Exercise objective => Tally the lines below that contain the word "node", then give the tally alone.

Data excerpts
═══

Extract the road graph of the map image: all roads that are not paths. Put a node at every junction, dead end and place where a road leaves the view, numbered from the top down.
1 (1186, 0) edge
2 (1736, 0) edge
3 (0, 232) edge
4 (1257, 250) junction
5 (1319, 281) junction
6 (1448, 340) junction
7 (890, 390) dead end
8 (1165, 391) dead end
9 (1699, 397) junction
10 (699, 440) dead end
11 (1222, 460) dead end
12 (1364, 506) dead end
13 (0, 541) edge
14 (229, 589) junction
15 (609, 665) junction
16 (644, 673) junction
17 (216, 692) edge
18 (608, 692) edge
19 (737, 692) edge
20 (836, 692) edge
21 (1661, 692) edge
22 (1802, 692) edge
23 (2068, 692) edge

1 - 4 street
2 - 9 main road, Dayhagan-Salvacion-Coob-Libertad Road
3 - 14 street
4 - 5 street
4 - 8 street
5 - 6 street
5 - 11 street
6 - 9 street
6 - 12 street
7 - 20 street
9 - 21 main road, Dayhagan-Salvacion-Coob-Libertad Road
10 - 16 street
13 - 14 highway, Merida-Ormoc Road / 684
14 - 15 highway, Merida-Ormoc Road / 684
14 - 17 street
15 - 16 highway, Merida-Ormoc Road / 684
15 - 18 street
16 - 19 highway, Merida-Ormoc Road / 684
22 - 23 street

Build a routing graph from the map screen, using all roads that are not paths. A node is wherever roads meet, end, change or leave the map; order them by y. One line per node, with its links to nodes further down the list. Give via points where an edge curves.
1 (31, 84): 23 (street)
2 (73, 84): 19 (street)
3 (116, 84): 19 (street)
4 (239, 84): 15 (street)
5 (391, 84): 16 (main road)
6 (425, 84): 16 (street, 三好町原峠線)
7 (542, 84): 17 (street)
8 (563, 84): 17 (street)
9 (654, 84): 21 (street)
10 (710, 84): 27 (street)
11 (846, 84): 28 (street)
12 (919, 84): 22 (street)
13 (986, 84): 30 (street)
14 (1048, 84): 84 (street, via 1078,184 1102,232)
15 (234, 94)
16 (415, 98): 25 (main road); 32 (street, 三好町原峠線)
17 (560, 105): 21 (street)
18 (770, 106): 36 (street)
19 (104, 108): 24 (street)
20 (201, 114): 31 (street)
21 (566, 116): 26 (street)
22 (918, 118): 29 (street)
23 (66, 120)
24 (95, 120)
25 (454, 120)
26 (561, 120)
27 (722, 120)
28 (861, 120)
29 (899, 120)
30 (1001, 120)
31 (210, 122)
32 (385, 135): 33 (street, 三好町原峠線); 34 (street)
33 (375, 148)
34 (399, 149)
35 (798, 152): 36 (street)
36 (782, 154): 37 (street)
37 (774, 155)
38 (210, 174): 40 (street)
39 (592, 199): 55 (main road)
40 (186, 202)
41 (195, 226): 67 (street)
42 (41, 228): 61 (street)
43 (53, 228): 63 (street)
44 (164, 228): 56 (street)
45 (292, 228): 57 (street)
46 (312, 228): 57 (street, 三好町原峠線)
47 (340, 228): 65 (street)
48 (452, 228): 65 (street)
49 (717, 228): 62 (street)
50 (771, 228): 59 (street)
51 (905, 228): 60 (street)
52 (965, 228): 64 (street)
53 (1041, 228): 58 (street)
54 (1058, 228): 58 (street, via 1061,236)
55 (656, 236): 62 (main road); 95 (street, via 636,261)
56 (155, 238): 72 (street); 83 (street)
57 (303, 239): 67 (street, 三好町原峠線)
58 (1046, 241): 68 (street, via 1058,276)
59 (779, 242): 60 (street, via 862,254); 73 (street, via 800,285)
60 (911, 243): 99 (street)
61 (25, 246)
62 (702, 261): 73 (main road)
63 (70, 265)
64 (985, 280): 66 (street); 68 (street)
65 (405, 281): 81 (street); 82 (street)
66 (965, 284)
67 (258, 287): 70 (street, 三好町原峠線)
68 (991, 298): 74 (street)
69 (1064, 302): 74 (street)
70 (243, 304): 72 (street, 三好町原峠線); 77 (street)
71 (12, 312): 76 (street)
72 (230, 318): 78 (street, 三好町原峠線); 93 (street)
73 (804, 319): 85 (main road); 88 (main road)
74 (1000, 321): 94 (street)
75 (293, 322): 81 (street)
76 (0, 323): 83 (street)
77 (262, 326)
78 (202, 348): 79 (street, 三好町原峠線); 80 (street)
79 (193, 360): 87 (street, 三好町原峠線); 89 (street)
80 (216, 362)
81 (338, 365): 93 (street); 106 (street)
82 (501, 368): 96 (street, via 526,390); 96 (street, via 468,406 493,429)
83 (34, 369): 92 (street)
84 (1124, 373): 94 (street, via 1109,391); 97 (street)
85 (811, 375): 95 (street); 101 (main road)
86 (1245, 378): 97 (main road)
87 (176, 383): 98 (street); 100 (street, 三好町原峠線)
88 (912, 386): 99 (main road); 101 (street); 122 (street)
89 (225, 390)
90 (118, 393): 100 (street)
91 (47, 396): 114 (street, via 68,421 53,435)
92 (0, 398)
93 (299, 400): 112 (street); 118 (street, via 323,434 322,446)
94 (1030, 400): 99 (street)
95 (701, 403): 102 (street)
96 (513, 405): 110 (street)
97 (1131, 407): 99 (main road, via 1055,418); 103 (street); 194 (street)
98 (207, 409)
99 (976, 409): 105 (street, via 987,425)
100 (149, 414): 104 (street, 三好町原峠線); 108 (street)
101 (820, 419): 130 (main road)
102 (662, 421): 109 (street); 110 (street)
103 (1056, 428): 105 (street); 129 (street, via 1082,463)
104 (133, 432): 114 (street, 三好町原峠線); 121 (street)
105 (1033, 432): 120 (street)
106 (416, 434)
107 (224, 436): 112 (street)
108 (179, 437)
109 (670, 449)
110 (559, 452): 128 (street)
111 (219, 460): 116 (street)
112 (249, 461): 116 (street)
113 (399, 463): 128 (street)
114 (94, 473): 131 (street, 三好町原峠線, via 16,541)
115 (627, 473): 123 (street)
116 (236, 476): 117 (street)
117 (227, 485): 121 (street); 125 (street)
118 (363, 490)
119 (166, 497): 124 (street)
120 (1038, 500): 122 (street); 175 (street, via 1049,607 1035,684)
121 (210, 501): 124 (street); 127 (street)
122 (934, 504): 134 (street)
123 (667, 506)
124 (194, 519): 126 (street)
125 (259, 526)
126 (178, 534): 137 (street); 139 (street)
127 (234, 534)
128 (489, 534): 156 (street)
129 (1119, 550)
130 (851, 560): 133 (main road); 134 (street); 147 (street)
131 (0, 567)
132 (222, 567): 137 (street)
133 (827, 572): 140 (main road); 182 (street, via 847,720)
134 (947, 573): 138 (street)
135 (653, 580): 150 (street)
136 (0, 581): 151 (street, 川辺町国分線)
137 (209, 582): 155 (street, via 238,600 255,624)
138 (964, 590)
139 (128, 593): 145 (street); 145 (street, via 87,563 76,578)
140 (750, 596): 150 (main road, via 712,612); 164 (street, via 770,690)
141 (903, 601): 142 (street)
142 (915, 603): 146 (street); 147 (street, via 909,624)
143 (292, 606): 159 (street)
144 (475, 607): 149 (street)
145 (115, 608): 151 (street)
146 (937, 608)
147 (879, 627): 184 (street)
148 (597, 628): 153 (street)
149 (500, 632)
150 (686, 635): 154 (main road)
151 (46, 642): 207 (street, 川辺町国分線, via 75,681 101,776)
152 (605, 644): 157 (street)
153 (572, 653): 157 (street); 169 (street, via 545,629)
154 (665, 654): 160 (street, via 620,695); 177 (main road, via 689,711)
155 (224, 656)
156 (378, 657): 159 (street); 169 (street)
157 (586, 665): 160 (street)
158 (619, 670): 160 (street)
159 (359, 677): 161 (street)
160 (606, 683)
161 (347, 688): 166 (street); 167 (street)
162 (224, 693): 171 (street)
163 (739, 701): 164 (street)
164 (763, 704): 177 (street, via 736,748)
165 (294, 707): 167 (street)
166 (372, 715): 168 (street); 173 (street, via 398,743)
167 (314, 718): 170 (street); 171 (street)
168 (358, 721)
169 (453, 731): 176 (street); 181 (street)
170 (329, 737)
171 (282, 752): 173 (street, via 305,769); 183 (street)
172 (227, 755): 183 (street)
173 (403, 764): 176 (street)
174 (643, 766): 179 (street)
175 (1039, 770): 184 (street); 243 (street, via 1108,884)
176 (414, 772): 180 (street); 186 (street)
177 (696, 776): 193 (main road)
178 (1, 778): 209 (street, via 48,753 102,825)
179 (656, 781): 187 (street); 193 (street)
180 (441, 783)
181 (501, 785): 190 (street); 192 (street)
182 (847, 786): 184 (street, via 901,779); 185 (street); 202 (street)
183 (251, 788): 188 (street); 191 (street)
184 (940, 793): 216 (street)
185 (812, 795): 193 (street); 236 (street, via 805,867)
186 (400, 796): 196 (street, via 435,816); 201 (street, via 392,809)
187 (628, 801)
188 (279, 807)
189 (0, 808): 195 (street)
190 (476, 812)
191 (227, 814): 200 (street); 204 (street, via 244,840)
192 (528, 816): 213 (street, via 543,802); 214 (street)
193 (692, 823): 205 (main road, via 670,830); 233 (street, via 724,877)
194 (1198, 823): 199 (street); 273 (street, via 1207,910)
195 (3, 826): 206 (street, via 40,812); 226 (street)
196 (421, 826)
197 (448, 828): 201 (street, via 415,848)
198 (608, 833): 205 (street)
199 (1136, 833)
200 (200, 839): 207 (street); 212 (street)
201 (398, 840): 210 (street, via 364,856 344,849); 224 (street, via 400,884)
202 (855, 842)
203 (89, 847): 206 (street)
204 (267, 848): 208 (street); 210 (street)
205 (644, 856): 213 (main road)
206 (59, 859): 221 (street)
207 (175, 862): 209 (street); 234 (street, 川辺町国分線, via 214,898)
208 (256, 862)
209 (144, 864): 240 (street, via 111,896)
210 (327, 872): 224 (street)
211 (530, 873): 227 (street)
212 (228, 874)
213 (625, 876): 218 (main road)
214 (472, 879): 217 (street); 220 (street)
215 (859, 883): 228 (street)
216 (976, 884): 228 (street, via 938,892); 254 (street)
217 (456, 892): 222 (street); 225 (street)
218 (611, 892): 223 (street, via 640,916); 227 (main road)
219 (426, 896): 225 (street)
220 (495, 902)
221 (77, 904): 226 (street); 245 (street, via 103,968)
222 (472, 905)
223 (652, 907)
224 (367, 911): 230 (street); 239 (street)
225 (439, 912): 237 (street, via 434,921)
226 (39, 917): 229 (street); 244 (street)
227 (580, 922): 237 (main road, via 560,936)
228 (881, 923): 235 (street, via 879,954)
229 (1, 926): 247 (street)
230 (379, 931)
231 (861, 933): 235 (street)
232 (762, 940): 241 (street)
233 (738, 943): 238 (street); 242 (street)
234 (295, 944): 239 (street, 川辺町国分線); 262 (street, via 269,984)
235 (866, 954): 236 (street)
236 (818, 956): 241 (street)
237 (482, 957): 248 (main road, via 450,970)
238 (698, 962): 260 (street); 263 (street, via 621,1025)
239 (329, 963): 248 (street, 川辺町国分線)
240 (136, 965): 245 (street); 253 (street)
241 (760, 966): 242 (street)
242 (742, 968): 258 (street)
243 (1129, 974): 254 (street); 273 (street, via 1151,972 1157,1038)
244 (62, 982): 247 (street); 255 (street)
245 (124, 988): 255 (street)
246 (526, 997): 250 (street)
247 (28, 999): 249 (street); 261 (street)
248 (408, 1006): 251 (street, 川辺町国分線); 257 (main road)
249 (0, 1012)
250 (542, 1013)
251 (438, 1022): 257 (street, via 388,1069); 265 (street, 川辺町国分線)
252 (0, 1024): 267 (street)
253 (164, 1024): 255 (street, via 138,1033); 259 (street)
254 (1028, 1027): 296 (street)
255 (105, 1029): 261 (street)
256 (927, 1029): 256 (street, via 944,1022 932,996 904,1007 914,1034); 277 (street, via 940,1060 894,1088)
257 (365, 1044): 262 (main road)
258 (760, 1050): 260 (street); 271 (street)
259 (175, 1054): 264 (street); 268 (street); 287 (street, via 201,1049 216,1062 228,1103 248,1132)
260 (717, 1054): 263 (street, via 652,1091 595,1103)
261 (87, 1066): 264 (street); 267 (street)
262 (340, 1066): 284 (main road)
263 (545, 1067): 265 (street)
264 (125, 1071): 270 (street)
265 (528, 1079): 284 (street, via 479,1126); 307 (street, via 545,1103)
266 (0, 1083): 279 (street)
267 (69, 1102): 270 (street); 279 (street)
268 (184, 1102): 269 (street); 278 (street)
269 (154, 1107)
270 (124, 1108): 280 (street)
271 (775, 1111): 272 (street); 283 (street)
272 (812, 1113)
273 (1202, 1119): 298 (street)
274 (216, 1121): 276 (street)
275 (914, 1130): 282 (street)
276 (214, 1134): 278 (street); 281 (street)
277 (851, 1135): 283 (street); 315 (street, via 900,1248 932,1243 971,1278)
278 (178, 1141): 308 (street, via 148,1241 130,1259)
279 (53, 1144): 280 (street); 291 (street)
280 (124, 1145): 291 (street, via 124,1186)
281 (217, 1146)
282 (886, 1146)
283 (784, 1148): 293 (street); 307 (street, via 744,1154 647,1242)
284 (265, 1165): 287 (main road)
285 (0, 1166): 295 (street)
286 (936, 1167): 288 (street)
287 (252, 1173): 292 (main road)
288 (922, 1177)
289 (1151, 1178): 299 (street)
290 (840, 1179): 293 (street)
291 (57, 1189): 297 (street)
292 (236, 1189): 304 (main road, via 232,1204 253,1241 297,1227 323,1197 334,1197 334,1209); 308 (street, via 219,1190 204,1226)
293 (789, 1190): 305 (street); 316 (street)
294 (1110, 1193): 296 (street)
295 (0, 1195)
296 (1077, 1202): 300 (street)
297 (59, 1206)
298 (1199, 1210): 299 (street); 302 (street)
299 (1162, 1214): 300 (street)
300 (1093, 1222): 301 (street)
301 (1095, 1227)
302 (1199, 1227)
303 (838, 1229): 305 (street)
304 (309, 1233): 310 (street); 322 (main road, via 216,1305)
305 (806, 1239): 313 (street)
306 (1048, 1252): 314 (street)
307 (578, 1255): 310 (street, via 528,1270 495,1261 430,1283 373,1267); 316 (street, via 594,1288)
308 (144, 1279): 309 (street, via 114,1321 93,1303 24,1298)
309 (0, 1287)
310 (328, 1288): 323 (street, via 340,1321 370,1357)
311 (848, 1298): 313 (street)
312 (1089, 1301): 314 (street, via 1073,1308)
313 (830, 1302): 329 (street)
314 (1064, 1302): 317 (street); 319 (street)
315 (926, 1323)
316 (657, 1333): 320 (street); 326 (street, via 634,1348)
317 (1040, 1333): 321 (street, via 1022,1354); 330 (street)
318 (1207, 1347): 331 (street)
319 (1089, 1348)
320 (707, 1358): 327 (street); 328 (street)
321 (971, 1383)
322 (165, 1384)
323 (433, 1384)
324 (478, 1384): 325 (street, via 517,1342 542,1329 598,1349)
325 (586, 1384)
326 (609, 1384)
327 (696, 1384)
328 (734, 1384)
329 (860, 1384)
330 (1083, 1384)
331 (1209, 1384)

═══

Output of the exercise => 2